Value-added services will be key in providing fair value

  • Describe the impact of the consumer duty on value-add services offered by providers
  • Explain how providers should treat vulnerable customers
  • Identify when they should be proactive
  • Availability – is the support easily available to those who need it? Even if services are clearly explained at the point of purchase, it is very likely that the customer will not remember many years down the track. Technology has a part to play in keeping services in the customer’s sights, but requesting support at a vulnerable time can be difficult and many people do not do it. Insurers who proactively offer support to those they expect need it, such as claimants, can make the difference between the customer receiving the support they are entitled to or not.
  • Comprehensive – is the support wide-ranging enough to meet the vast amount of needs that customers may have? Very often services address a limited range of needs or have significant exclusions, leaving many customers with no support at a very difficult time. 
  • Lifetime – is the support available through the life of the policy, even if there is no claim event? Only a small proportion of customers will ever need to claim on their policies, and while support available alongside the claim can have a huge impact, this support can be just as beneficial at other times, and in some cases reduce or negate a claim altogether.


Providers have a duty to ensure that customers are aware of all aspects of the product available to them. Simply including details in a leaflet or website is not enough, regular reminders at appropriate points is very important.

We find that customers are often surprised and delighted to receive a call from us, even though they have consented to their insurer passing on their contact details. Many say that they would not have accessed the service otherwise.

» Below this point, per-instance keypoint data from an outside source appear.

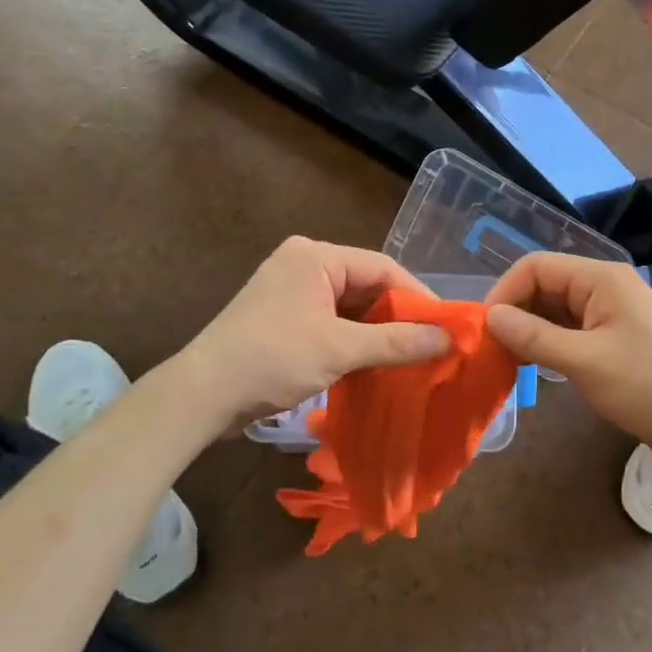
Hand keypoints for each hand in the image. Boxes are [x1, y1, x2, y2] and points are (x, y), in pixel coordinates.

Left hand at [174, 237, 453, 427]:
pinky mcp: (282, 317)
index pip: (382, 267)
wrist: (202, 395)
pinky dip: (353, 340)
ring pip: (349, 307)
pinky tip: (374, 364)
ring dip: (376, 332)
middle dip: (398, 316)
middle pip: (366, 285)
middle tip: (433, 345)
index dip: (418, 296)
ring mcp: (290, 290)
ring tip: (410, 358)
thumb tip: (449, 339)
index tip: (447, 327)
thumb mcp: (340, 349)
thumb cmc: (273, 359)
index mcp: (316, 256)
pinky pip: (330, 321)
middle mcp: (303, 264)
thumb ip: (396, 342)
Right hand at [484, 253, 651, 489]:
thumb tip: (490, 316)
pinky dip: (549, 342)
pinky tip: (534, 365)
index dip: (505, 291)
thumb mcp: (585, 362)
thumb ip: (534, 336)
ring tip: (506, 359)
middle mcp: (605, 287)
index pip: (536, 267)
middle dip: (515, 311)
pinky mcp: (617, 339)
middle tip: (491, 348)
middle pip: (545, 285)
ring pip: (556, 309)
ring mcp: (613, 313)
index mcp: (601, 279)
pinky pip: (572, 329)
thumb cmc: (649, 388)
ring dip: (530, 329)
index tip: (484, 329)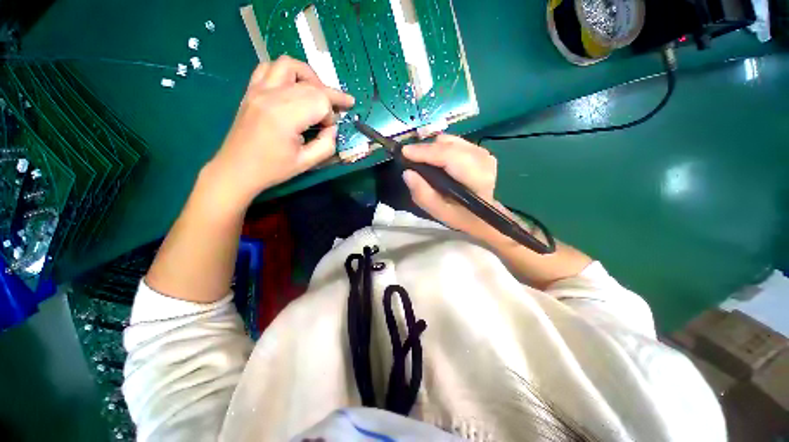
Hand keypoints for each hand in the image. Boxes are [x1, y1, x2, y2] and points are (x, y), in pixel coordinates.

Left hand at [205, 56, 354, 211]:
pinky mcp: (251, 90)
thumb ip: (327, 145)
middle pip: (310, 84)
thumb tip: (332, 129)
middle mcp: (271, 96)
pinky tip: (293, 87)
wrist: (236, 169)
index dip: (331, 115)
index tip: (328, 131)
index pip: (320, 100)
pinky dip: (287, 73)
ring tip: (318, 92)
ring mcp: (258, 90)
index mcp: (285, 117)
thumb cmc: (272, 169)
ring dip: (309, 77)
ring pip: (290, 65)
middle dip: (329, 97)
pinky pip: (269, 67)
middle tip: (338, 111)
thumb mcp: (306, 163)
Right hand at [402, 134, 500, 239]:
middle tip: (410, 159)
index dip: (426, 152)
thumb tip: (407, 173)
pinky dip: (440, 148)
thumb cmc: (461, 216)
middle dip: (426, 149)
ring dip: (433, 149)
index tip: (404, 152)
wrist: (483, 214)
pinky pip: (454, 141)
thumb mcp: (439, 212)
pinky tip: (436, 160)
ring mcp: (482, 152)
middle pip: (448, 144)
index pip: (449, 156)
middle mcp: (482, 160)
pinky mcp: (479, 149)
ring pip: (450, 140)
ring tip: (423, 161)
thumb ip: (423, 195)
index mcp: (477, 178)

For me, this demonstrates the importance of clear and regular communication about the services available to ensure that customers are aware of them and are able to use them.

Advisers also have a key role in communicating the financial and non-financial aspects of policies not only at purchase – ensuring that customers make an informed choice – but also at appropriate interactions during the life of the policy, so that services can be accessed as needed, and the true value of the policy is appreciated. 

Measuring value

It is not always easy to measure the impact of support services as the impact is often intangible, for instance how much is it worth to have a diagnosis confirmed or be given advice on dealing with the side-effects of an illness? 

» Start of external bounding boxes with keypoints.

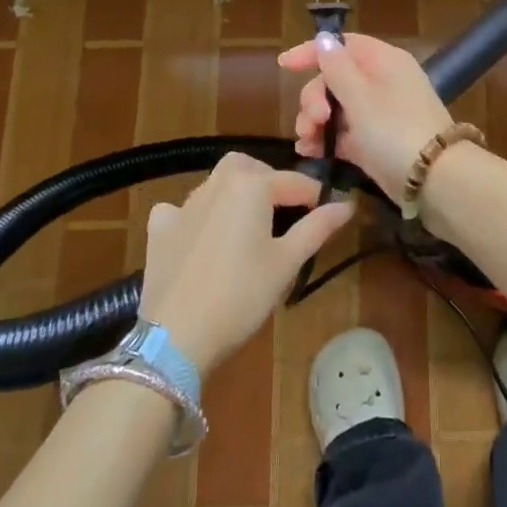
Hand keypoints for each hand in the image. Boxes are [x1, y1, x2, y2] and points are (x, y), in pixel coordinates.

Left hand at [139, 152, 351, 376]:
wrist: (177, 337)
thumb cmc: (241, 296)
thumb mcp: (287, 262)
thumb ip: (317, 227)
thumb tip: (346, 204)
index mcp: (251, 185)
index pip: (295, 182)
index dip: (317, 197)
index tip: (331, 214)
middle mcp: (216, 184)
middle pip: (250, 168)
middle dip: (271, 182)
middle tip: (286, 215)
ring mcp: (183, 205)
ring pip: (217, 184)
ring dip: (236, 195)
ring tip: (249, 229)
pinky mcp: (160, 230)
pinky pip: (181, 209)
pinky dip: (196, 215)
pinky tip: (202, 237)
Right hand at [279, 33, 452, 204]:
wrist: (435, 180)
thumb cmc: (395, 130)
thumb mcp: (361, 96)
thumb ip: (337, 68)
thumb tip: (325, 39)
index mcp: (383, 61)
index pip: (344, 44)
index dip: (313, 52)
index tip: (284, 66)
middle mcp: (382, 82)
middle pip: (335, 79)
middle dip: (314, 98)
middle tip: (311, 120)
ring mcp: (379, 114)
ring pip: (336, 108)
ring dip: (315, 122)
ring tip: (306, 142)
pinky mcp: (375, 143)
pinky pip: (343, 134)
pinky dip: (326, 140)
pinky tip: (309, 153)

Many providers publish customer satisfaction survey results, net promoter scores, client testimonials, and some take to Trustpilot to share their feedback independently, all of which demonstrate the value that customers place on the service received.

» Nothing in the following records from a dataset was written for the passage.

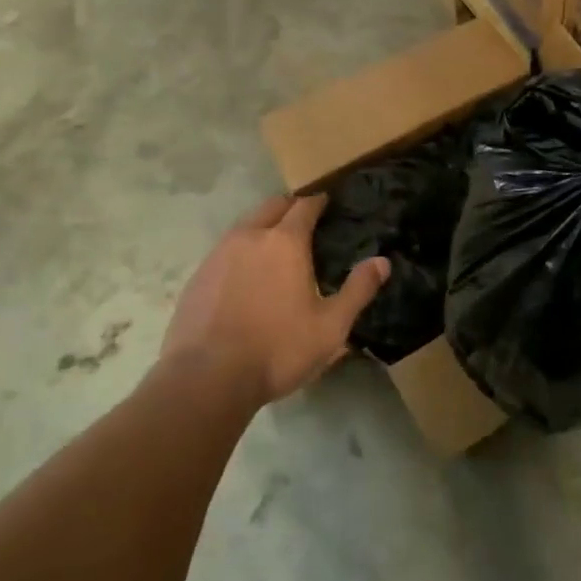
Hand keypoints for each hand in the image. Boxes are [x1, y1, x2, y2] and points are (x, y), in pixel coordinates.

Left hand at [160, 195, 388, 407]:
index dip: (318, 202)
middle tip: (304, 220)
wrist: (206, 378)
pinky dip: (241, 250)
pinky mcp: (198, 276)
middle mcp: (250, 237)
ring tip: (276, 247)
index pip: (304, 206)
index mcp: (285, 242)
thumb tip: (382, 262)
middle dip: (290, 207)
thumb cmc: (278, 349)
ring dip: (263, 226)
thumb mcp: (331, 326)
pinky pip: (225, 249)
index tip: (327, 203)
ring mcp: (219, 254)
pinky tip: (246, 274)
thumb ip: (358, 290)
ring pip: (245, 225)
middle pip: (272, 206)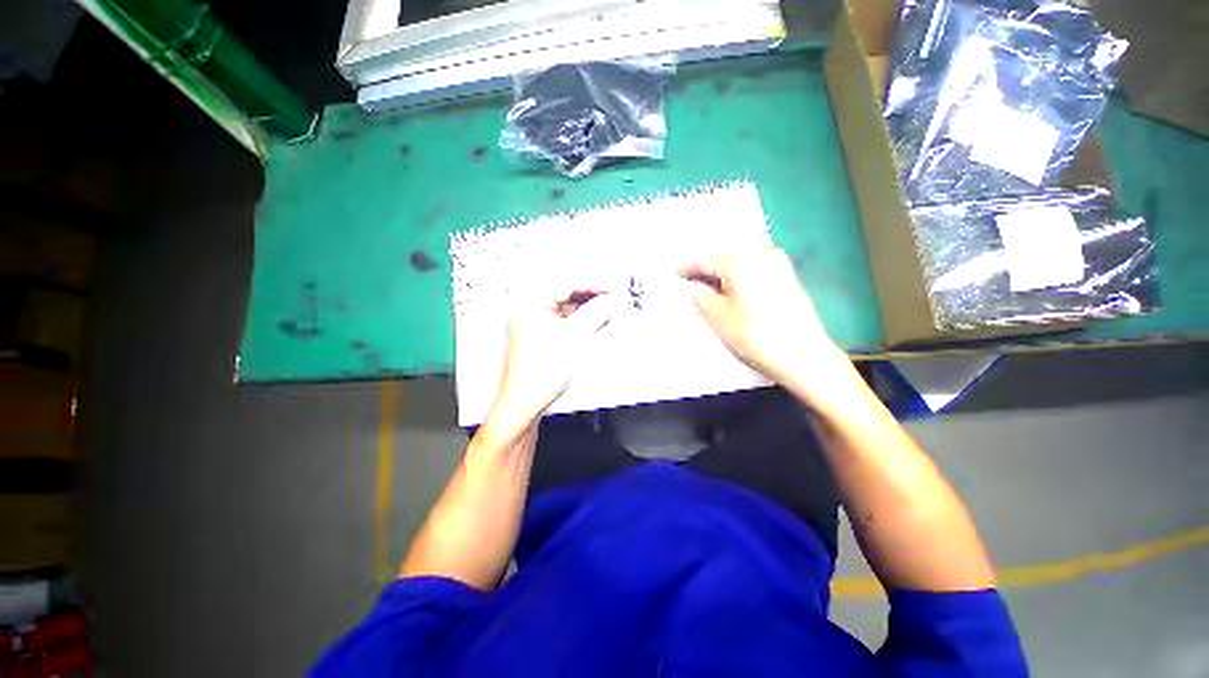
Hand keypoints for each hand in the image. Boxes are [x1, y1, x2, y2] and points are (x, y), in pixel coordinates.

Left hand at [488, 288, 618, 431]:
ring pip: (565, 307)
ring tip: (607, 311)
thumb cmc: (538, 375)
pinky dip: (579, 320)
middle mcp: (527, 309)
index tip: (613, 288)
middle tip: (613, 299)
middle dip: (591, 296)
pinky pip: (563, 320)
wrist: (524, 404)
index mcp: (529, 302)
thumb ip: (596, 314)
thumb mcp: (575, 338)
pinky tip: (594, 323)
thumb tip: (611, 300)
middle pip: (565, 293)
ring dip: (587, 308)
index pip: (566, 282)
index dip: (593, 284)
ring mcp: (532, 323)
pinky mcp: (538, 336)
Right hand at [680, 247, 847, 387]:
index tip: (673, 273)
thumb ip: (701, 297)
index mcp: (739, 260)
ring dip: (722, 270)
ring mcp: (777, 263)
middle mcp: (760, 253)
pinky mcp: (787, 277)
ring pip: (740, 261)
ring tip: (707, 282)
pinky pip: (754, 267)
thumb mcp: (718, 317)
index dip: (687, 267)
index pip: (704, 260)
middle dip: (705, 266)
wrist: (804, 355)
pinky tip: (731, 286)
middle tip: (688, 277)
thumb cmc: (754, 335)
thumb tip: (693, 287)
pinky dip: (738, 274)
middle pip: (723, 255)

All of this gives a measure of the impact made by the service.

We measure the impact of our service on our customers, and we have found the following stats have been really compelling: 66 per cent said they value being aware of everything available to help them; 48 per cent appreciated having the right intervention organised quickly; and 18 per cent said they were helped to stay in or return to work.

As well as measuring the quality of the service provided to the end user, it is also important to understand whether the service provided affected the customers view of the hosting insurer – 95 per cent of our customers say it does, and that is really important for the sponsoring organisation to know.

While the FCA consumer duty principles are aimed at financial products, value-added services are now an integral part of the majority of protection products, so it is particularly relevant here.